Jeff Jensen           October 2008

  1. Introduction: What is virtual pitch?
  2. How to use the applet
  3. Applet and source code
  4. Examples of output and some quirky behavior
  5. Technical discussion of how the algorithm works
  6. Ideas for further work
  7. A Crash Course in Acoustics (work in progress)
  8. References
  9. Contact me

Introduction: What is virtual pitch?

Virtual Pitch is a concept originated by Prof. Ernst Terhardt from Technische Universitat Munchen in 1969-1970.. Basically it is an extension of the fundamental bass of Rameau and the residue pitch of Schouten. In very basic terms, it deals with how a bunch of distinct pitches (called a complex tone) are percieved by the human auditory system to fuse together into a "single" tone. The simplest example would be plucking a single guitar string, say the top string tuned to e, with frequency ν. It has harmonics 2ν, 3ν, 4ν...., and these are all distinct and audible pitches, but we percieve the sound as a single pitch e. Now if the string is not perfectly flexible (think of a steel piano string), then when it vibrates in segments, the frequencies are not exactly integer multiples of the fundamental ν; instead they may be 2.0001ν, 3.00006ν, 4.00002ν.... (and now they would better be termed partials rather than harmonics). But we still tend to percieve a single pitch e, provided the partials are not too far off their ideal values.

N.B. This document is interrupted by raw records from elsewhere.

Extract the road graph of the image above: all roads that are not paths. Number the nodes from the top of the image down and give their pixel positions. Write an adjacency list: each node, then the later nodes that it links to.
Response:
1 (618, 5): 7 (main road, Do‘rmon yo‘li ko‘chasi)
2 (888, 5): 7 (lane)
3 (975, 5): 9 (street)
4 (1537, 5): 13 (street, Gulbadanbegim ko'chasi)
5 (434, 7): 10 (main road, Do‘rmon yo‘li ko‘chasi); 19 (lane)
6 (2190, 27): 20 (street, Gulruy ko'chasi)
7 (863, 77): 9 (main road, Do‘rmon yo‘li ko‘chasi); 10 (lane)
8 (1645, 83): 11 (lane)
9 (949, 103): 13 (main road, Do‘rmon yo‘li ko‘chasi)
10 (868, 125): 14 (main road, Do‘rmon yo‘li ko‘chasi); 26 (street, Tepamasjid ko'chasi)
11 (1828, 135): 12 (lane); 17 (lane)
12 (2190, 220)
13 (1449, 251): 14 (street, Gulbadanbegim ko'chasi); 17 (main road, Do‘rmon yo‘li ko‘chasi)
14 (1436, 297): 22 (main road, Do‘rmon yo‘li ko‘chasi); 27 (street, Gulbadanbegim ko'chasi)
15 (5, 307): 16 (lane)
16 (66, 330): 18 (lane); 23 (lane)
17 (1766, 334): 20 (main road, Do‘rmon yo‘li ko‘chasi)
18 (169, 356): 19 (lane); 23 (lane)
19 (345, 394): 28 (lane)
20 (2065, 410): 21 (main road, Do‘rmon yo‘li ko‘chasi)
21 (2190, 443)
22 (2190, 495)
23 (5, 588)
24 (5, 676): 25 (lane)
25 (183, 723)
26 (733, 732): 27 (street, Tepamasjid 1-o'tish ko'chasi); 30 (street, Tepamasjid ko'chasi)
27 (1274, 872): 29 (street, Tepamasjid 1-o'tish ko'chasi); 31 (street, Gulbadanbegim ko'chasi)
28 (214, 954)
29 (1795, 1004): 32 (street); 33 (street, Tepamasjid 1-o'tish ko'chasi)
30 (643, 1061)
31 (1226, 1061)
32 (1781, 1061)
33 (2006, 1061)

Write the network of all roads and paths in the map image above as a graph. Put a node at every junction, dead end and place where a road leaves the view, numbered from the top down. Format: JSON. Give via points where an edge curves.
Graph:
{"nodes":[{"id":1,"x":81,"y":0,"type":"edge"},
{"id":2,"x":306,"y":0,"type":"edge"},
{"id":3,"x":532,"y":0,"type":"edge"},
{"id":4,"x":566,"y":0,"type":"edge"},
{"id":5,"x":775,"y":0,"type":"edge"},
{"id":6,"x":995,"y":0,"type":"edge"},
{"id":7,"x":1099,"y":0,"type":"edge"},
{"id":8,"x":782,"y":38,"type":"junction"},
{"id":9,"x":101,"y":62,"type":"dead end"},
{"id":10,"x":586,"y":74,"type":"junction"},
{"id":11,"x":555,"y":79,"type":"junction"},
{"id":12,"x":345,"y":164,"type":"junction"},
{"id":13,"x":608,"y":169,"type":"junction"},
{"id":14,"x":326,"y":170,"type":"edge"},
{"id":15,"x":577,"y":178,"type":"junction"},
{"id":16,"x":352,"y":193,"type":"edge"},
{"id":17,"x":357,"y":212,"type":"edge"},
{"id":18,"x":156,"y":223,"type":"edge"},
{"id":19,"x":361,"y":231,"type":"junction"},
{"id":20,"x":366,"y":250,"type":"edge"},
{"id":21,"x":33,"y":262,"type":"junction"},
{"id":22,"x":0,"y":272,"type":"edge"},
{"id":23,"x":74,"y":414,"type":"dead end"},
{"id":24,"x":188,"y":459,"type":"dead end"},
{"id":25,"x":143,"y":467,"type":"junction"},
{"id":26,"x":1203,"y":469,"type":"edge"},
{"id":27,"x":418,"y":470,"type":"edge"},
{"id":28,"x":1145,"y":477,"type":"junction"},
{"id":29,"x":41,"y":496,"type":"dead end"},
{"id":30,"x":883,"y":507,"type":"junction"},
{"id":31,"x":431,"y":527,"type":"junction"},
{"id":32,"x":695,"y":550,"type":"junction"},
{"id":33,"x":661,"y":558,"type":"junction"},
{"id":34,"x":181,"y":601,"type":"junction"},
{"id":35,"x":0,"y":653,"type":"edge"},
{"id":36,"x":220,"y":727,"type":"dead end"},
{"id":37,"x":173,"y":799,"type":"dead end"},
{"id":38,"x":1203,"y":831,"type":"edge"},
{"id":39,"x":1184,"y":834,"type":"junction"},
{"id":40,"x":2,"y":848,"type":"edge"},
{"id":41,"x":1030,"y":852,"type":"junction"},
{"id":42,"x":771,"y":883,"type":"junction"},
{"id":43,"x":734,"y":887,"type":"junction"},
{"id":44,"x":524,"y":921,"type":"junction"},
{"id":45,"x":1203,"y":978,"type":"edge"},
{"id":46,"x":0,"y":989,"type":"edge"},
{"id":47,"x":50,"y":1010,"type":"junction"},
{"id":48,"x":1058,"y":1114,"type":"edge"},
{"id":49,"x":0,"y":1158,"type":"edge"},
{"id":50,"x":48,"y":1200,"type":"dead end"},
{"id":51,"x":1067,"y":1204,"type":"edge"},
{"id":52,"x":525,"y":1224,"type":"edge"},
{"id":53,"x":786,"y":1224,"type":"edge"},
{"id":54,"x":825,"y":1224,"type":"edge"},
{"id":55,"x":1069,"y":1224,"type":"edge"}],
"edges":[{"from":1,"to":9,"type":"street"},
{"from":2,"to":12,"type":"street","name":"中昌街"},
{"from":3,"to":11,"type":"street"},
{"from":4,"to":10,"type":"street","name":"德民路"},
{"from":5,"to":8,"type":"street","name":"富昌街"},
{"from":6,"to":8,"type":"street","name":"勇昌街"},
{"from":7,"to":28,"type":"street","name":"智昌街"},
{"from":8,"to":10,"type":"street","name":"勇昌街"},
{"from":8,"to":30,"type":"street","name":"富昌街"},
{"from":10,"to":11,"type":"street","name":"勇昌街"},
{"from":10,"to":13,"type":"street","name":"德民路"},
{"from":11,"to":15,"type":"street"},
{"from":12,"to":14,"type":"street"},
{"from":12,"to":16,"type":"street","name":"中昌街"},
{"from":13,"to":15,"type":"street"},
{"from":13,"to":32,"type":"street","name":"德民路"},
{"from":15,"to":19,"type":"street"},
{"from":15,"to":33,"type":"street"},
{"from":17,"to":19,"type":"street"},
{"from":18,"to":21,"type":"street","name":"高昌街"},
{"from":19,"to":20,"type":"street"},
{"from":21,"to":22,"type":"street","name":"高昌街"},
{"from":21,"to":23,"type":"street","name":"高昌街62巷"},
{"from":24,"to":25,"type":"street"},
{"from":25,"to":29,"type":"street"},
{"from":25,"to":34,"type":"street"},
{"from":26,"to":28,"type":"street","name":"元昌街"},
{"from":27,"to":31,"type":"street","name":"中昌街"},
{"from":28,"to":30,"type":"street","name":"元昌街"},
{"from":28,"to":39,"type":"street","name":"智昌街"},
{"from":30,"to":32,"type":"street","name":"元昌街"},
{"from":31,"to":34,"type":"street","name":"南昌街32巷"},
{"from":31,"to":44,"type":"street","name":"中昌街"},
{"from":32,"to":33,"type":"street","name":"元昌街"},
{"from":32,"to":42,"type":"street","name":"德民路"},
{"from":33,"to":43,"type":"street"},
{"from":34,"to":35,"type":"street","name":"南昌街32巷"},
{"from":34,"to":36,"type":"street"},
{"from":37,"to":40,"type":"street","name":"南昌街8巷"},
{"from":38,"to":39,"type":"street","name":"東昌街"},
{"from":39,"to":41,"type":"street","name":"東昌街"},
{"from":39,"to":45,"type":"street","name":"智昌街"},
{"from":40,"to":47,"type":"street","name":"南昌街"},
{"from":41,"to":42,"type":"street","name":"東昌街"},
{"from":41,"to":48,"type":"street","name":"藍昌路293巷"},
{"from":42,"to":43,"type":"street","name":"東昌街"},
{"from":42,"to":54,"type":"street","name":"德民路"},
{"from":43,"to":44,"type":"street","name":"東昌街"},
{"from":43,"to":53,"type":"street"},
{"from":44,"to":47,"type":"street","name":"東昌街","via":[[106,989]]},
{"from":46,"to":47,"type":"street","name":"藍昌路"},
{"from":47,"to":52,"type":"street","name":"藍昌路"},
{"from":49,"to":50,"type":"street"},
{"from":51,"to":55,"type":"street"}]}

Now consider several different guitar strings played at the same time. There is still the tendency for the human auditory system to try to fuse these sounds together, if possible (this is a well established experimental fact). Pluck the chord c4-e4-g4 (the subscripts are the standard numbering for what octave the notes are in; the 4th octave is from middle c up to b). People will "hear" notes that are not actually present, such as c3 and c2. These tones are virtual pitches in Terhardt's terminology; by contrast a tone that actually is present as a vibration in the air, like c4, is called a spectral pitch.

There is a little more to the definition than that. Following the discussion on Terhardt's web site ([Terhardt *] in the references), a spectral pitch is directly the effect of sound waves in the air exciting a place in the cochlea of the ear. Virtual pitch is phenomenon of processing by the brain. Thus in the example above with the note e and waves in the air of frequencies ν   2ν   3ν   4ν...., the ear picks up a spectral pitch of ν, and at the same time the brain processes the upper harmonic sequence   3ν   4ν...., and detects a virtual pitch of ν!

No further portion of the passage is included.